You and I are very close together on this.
I see a lot of what I am thinking on your visualization video above. I won’t comment on level 1 and 2 - only on level 3 in your whiteboard sketch.
Yes, the great sea of mini-columns are all matching to a greater or lessor degree. a constant white noise of activity as the buzzing, blooming, moving world roars on around us.
We know that the SDRs are like a key that fits a given (learned) lock. The thing is - random patterns that are close to what was learned with those keys and partial matches are occurring a lot - there are constant “almost” hits everywhere in the sensory fields; weak depolarizations that are not enough to trigger firing by themselves.
You allude to lateral connections helping to recognize that the sensed object is part of a a larger pattern.
Lets work through this; of all the partial hits between pairs of mini-columns - some add, some cancel and white noise of matches essentially create some constant low level of activation. This is met with a tonic balance of inhibitory inter-neurons to prevent all the excitatory pyramidal cells from firing at once.
But - for some sub-set of mini-column - they are ALL hitting on the pattern because they have learned this before. Due to the nature of the lateral connections - about 300 to 500 um spacing - trios of mini-columns are mutually reinforcing and getting stronger in a voting system. (More on this in a minute)
Just for fun - say it take at least 3 mutually reinforcing links to be strong enough (or a VERY strong local match) to start to over-ride the inhibitory inter-neurons. These reciprocal connections give these neurons an “unfair advantage” over their lesser neighbors that are not seeing something they know. This stronger ON signal pushes these neurons to more strongly trigger the attached inhibitory OFF inter-neurons. There is still balance but the balance has shifted from weak white noise distributed across all mini-columns to the much stronger hex-grid pattern that is forming; I will guess that the overall level of activity may well remain constant.
As these strongly excited mini-columns work, just as you suggested in your video, they influence any mini-columns that are on the fence to join in the pattern. This spreads across the extent of the perceiving mini-columns like wildfire sweeping through dry timber. As these mutually resonate they are triggering the adjacent inhibitory inter-neurons suppressing the weakly responding background noise, leaving only the strongly resonating hex standing alone to signal the grid pattern to distant maps and back down the hierarchy. These are the ones that have learned the pattern we are perceiving now.
Back to that voting system - note that the column are active on the alpha rate - about 10 Hz. Many different lines point to that being the basic column processing rate.

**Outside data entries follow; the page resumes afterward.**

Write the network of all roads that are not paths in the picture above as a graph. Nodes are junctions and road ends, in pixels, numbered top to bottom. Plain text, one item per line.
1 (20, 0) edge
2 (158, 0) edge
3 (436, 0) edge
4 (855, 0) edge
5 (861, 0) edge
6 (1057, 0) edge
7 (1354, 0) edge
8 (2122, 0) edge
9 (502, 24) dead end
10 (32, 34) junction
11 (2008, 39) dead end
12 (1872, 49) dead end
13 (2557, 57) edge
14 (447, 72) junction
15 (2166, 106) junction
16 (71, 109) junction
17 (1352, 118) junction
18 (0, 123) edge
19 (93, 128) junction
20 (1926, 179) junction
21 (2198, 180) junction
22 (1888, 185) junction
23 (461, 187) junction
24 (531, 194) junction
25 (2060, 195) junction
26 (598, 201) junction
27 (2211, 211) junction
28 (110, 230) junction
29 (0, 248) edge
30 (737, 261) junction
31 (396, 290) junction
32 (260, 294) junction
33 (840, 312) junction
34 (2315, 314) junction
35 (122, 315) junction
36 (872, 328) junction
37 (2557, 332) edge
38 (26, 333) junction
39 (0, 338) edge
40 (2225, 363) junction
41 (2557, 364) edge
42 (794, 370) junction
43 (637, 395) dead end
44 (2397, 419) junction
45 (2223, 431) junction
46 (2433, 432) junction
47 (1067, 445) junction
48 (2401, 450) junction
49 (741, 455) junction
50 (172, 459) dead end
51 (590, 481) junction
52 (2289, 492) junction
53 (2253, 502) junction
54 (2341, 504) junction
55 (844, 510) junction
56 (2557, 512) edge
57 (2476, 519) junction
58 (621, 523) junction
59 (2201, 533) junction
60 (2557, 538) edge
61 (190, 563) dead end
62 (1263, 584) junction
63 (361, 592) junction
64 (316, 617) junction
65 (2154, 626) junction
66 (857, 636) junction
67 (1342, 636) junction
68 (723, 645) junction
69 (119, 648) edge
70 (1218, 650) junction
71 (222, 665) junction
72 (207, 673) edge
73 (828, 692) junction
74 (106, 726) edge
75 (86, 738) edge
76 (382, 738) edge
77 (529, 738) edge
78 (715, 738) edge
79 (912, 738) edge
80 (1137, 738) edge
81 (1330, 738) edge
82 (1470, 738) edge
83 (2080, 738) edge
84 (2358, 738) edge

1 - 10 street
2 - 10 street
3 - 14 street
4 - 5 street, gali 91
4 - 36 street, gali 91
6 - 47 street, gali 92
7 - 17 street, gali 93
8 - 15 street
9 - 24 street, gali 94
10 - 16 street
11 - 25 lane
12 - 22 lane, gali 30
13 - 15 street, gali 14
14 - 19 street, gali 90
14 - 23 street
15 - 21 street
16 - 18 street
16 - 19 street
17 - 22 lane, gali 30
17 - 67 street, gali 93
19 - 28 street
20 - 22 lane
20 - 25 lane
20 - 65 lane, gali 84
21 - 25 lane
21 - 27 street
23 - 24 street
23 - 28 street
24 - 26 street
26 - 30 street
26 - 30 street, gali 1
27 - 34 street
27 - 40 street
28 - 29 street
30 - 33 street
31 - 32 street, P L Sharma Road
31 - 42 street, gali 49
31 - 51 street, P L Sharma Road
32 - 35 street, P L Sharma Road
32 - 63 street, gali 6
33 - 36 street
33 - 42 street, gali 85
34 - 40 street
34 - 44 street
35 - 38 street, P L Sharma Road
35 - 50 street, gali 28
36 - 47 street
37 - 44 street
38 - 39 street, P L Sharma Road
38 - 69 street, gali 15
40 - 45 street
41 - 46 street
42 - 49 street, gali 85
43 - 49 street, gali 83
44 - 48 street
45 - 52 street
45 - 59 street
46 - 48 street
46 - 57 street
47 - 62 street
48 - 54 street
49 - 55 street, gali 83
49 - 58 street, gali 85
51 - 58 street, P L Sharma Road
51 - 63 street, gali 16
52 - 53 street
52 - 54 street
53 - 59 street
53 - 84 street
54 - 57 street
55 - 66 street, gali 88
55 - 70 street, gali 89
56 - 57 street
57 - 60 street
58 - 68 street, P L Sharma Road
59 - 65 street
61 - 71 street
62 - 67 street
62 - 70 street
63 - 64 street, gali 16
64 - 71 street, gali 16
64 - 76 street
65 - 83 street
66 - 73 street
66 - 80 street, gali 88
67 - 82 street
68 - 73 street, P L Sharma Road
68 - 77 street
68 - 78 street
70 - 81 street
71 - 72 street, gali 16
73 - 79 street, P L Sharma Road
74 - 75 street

I posit that the voting to select the winners in the voting/suppression system is running at the gamma rate - about 40 Hz. This allows 4 rounds of reinforcement/suppression for each alpha cycle. The strong get stronger, and the weakly responding get voted off the island. (lame - but I had to say it!)
The cool thing here is that the output is exactly the hex pattern that is observed in nature - a stable output pattern that signals some recognized input pattern. Remember - this is not a goal - it is a happy side-effect of the fixed sized lateral connections.
A huge and very important detail: this is the long sought pattern-2-pattern behavior that the deep learning people have been lording over HTM for so long. Some input pattern/sequence is turned into some unique and repeatable output pattern. This is formed without back-prop, without a teacher, with a small number of presentation. We can do it too!
This still allows the sequential recognition to function - it is just a whole patch of mini-columns blinking along in synchronization stepping through a 2D pattern rather than isolated twinkle lights. All yoked together like a team of horses.
Note that even as the input field steps though its sequence of this learned 2D pattern the output hex-grid code stays stable as this set of individual mini-columns are all going through the pattern that they have learned.
Over time they will add slight variations like different viewing angles as the central pattern enlists other nearby mini-columns to sing along when the main pattern is playing.
This is the mechanism I propose that binds sequential saccades into perceived visual objects. Since the entire cortex depends on motion for recognition, this should work as the highest level in all sensory hierarchies.
I am working on a post to show this now. I still have several images to make and a more detailed explanation to convey this in an approachable way.